What is needed. Show every line in the entries below where the word "المستشفى" appears.

**** Source material ****

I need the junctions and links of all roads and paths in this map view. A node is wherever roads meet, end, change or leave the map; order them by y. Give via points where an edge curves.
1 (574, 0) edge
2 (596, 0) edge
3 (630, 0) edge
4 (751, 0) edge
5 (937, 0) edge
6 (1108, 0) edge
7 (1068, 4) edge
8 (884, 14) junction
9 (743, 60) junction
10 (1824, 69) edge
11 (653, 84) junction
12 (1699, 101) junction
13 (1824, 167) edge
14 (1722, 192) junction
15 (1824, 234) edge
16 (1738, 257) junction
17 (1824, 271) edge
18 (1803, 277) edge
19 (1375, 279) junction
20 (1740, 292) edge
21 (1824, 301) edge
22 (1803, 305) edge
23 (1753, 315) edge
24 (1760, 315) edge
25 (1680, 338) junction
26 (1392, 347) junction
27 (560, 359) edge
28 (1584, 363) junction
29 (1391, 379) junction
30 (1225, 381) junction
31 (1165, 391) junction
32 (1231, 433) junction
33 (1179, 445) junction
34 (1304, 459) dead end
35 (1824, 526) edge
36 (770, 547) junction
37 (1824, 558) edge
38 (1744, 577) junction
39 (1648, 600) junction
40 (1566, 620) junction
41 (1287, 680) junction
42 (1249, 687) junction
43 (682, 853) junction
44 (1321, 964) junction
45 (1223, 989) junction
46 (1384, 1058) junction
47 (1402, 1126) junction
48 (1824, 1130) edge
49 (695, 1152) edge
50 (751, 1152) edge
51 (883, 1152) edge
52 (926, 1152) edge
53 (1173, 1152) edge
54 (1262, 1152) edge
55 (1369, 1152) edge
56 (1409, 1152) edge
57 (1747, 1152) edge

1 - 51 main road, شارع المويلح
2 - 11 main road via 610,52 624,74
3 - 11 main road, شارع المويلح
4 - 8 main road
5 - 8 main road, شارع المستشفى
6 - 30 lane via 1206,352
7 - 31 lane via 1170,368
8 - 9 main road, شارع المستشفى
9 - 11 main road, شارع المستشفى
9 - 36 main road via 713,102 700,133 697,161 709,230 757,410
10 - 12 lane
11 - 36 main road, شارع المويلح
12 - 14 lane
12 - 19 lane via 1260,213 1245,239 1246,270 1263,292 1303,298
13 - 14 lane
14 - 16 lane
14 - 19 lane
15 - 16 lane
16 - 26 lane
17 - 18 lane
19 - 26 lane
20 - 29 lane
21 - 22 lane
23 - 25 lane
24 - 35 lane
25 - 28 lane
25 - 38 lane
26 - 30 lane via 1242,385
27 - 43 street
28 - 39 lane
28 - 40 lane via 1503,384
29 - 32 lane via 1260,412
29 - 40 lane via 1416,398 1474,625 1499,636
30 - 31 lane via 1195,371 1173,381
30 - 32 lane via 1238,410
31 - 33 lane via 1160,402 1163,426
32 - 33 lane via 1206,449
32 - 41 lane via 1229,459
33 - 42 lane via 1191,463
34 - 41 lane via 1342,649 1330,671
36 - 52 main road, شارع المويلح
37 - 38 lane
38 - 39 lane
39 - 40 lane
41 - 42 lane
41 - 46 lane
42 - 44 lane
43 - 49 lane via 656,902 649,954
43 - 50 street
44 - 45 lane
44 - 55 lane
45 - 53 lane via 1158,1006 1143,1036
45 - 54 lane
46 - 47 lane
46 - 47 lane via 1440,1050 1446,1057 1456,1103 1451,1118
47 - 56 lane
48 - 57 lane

****

Exercise solution.
5 - 8 main road, شارع المستشفى
8 - 9 main road, شارع المستشفى
9 - 11 main road, شارع المستشفى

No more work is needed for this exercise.